* _Records from a collection_
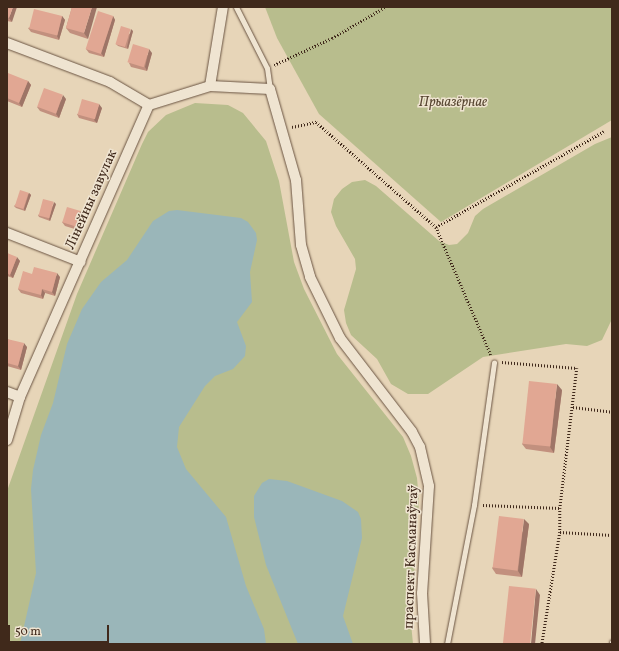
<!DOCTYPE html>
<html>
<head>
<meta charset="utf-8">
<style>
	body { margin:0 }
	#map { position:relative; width:619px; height:651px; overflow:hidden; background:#e7d5b8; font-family:Vollkorn,serif }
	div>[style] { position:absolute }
	.green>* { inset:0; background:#b8bd8d }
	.water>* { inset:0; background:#9ab6b9 }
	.path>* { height:2.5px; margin-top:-1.25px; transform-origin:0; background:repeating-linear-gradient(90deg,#40291b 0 1px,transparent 0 3px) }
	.roads { filter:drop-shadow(0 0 1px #6a5442) drop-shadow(0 0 1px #6a5442) }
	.lane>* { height:5px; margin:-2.5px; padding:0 2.5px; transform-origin:2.5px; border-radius:2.5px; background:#efe4d1 }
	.street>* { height:10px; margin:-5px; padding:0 5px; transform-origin:5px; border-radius:5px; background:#efe4d1 }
	.wall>* { inset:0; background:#c2907e }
	.shaded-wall>* { inset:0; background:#9e7567 }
	.building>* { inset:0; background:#e1a793; transform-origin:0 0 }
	span { translate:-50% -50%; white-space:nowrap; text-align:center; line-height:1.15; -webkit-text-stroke:3px #efe4d1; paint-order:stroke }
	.park-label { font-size:14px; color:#584732; font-style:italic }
	.street-label { font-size:14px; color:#40291b }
	.frame { position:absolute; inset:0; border:8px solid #40291b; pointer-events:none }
	.scale { position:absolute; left:8px; top:625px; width:101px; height:18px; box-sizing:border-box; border:2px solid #40291b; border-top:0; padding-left:5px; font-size:12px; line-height:14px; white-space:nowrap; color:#40291b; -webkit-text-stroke:3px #efe4d1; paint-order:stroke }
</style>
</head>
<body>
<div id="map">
	<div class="green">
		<div style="clip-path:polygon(265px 7px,612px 7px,612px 120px,441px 222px,319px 114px,277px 38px)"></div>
		<div style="clip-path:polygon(195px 103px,228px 105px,243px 113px,266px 141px,279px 181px,294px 262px,304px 289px,337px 354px,403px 437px,411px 456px,417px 478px,419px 501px,411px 623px,413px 644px,7px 644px,7px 491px,77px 294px,142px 144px,148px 132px,166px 115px)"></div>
		<div style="clip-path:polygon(612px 137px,612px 319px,602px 340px,587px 346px,566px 344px,483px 357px,428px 394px,408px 394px,391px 384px,377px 359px,351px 335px,346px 323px,344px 310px,356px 269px,355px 259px,336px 226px,331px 212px,334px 199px,342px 189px,352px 182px,365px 180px,376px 186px,439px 241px,449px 245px,457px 244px,468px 233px,475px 216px,483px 209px,595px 144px)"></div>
	</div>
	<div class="water">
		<div style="clip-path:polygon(177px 210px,241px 218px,248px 222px,256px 233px,257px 240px,250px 272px,252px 302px,237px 322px,246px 346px,245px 356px,233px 369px,215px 376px,205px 386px,179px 427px,177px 447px,186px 469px,226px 517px,246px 586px,264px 629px,266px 644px,20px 644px,36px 573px,31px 489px,33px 470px,41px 435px,53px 403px,67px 344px,82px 309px,101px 282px,127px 260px,153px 221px,169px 211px)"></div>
		<div style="clip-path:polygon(269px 479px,287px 481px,342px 501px,358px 512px,361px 519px,362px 538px,343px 616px,353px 644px,298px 644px,266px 565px,254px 517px,254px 496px,262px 483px)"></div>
	</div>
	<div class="path">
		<div style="left:274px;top:65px;width:64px;rotate:-25deg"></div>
		<div style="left:332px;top:38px;width:61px;rotate:-30.3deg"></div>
		<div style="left:292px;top:127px;width:25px;rotate:-12deg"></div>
		<div style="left:316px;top:122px;width:159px;rotate:41.2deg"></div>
		<div style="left:436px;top:227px;width:193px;rotate:-29.7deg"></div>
		<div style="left:436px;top:227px;width:139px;rotate:66.7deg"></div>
		<div style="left:502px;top:362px;width:75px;rotate:4.6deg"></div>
		<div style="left:577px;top:368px;width:141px;rotate:96.9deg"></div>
		<div style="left:560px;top:508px;width:24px;rotate:90deg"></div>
		<div style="left:560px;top:532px;width:113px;rotate:99.1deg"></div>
		<div style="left:573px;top:407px;width:39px;rotate:7deg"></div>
		<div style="left:483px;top:505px;width:77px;rotate:2.2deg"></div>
		<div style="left:560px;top:532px;width:52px;rotate:3.3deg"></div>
	</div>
	<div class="roads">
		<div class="lane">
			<div style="left:236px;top:7px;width:68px;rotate:63.1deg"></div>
			<div style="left:267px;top:68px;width:21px;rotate:82deg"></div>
			<div style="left:447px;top:644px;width:142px;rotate:-79deg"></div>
			<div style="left:474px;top:505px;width:144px;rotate:-82deg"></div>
			<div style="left:612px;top:644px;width:2px;rotate:-90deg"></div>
		</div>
		<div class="street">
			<div style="left:7px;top:43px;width:110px;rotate:20.7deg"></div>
			<div style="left:110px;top:82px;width:45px;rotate:30.5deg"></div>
			<div style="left:210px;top:86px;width:60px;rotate:2.9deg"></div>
			<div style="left:270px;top:89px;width:95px;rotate:74.1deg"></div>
			<div style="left:296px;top:180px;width:65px;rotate:85.6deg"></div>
			<div style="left:301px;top:245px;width:33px;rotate:74deg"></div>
			<div style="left:310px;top:277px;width:68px;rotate:63.8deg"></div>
			<div style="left:340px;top:338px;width:118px;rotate:52.5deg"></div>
			<div style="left:412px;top:432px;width:17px;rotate:62deg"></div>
			<div style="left:420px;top:447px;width:40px;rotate:77deg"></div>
			<div style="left:429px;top:486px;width:107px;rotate:93.7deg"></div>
			<div style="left:422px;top:593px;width:51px;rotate:86.6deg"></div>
			<div style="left:7px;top:233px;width:79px;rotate:21.4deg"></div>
			<div style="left:7px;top:392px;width:14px;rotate:21deg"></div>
			<div style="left:7px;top:440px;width:45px;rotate:-73.2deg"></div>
			<div style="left:20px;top:397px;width:319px;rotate:-66.2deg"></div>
			<div style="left:149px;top:105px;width:64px;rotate:-17.3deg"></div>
			<div style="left:210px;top:86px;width:80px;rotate:-80.7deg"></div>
		</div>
	</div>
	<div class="wall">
		<div style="clip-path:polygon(7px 7px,12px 22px,7px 21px)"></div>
		<div style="clip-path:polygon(72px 7px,88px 39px,70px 33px,66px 28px)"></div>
		<div style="clip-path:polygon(62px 16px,65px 20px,59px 40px,31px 32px,28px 28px)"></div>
		<div style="clip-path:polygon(113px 16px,115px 20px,104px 57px,89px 53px,86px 49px)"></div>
		<div style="clip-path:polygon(133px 31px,128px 49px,118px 46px,116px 44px)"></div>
		<div style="clip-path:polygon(152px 53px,147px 71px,131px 67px,129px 63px)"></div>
		<div style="clip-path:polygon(7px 76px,28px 81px,31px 85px,22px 107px,7px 101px)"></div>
		<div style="clip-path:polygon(66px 99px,59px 118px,40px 111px,37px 107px)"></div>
		<div style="clip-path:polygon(102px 108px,97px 123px,79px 118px,77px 114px)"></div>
		<div style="clip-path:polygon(29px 193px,31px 195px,25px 211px,16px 208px,14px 206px)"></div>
		<div style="clip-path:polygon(56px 204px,50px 221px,39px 217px,38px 215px)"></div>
		<div style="clip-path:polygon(83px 215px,78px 230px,65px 226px,62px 222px)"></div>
		<div style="clip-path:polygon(7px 253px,20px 261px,13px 278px,7px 276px)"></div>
		<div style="clip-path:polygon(32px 274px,60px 277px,55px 296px,45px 293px,43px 299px,21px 293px,18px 289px)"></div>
		<div style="clip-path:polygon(7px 339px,27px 347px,21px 370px,7px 366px)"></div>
		<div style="clip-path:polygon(562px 390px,554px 453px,526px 449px,522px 444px)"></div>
		<div style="clip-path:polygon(529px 524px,522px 577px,496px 574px,492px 568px)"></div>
	</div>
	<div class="shaded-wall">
		<div style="clip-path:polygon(13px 7px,17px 7px,12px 22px,9px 18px)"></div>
		<div style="clip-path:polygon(92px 7px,97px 7px,88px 39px,84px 33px)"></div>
		<div style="clip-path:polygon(62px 16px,65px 20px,59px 40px,57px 36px)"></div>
		<div style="clip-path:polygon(113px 16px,115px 20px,104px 57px,101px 53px)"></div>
		<div style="clip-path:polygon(131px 29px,133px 31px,128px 49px,127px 47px)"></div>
		<div style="clip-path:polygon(149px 49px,152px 53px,147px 71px,145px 67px)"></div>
		<div style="clip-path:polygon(28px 81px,31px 85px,22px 107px,19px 103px)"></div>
		<div style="clip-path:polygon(63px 95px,66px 99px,59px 118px,56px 114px)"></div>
		<div style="clip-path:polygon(99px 104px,102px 108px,97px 123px,94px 120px)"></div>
		<div style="clip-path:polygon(29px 193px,31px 195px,25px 211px,24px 209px)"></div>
		<div style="clip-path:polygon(54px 202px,56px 204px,50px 221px,49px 219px)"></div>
		<div style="clip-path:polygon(80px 211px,83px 215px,78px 230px,75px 226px)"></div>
		<div style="clip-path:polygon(17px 257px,20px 261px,13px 278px,10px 275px)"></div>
		<div style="clip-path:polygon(57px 273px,60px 277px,55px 296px,52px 292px)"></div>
		<div style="clip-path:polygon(42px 289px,45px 293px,43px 299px,41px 295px)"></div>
		<div style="clip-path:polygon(24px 343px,27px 347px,21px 370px,18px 366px)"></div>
		<div style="clip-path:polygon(557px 384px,562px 390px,554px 453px,550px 447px)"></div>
		<div style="clip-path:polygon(524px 519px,529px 524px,522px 577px,518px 571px)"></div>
		<div style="clip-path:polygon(536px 589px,540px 595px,535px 644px,531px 644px)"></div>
	</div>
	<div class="building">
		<div style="clip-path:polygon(7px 7px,13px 7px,9px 18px,7px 17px)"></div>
		<div style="clip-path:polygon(72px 7px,92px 7px,84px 33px,66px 28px)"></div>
		<div style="left:34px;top:9px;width:29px;height:20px;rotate:14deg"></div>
		<div style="left:98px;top:11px;width:16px;height:40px;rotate:18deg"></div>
		<div style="left:121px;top:26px;width:10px;height:19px;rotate:17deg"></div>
		<div style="left:133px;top:44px;width:17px;height:19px;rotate:17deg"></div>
		<div style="clip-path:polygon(8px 73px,28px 81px,19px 103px,7px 98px,7px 76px)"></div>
		<div style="left:44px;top:88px;width:20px;height:20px;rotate:20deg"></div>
		<div style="left:82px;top:99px;width:18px;height:16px;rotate:16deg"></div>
		<div style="left:20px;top:190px;width:9px;height:17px;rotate:18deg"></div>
		<div style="left:43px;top:199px;width:11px;height:17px;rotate:15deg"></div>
		<div style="left:67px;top:207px;width:14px;height:16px;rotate:17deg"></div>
		<div style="clip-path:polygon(7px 253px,17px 257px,10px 275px,7px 273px)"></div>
		<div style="clip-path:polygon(34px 267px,57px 273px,52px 292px,42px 289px,41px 295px,18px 289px,23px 271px,32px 274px)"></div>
		<div style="clip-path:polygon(7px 339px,24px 343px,18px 366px,7px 363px)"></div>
		<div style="left:529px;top:381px;width:28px;height:63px;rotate:6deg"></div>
		<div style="left:499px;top:516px;width:25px;height:52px;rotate:7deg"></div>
		<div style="left:509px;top:586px;width:27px;height:58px;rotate:6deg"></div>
	</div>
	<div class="park-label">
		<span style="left:453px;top:103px">Прыазёрнае</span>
	</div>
	<div class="street-label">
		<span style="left:92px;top:200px;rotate:-66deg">Лінейны завулак</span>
		<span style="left:412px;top:557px;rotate:-88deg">праспект Касманаўтаў</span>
	</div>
	<div class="frame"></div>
	<div class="scale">50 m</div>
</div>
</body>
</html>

* _Task brief_
Hand back the exact lines from the start of the entries to the line with "filter:drop-shadow(0 0 1px", both ends kept and pictures left out.

* _Answer space_
<!DOCTYPE html>
<html>
<head>
<meta charset="utf-8">
<style>
	body { margin:0 }
	#map { position:relative; width:619px; height:651px; overflow:hidden; background:#e7d5b8; font-family:Vollkorn,serif }
	div>[style] { position:absolute }
	.green>* { inset:0; background:#b8bd8d }
	.water>* { inset:0; background:#9ab6b9 }
	.path>* { height:2.5px; margin-top:-1.25px; transform-origin:0; background:repeating-linear-gradient(90deg,#40291b 0 1px,transparent 0 3px) }
	.roads { filter:drop-shadow(0 0 1px #6a5442) drop-shadow(0 0 1px #6a5442) }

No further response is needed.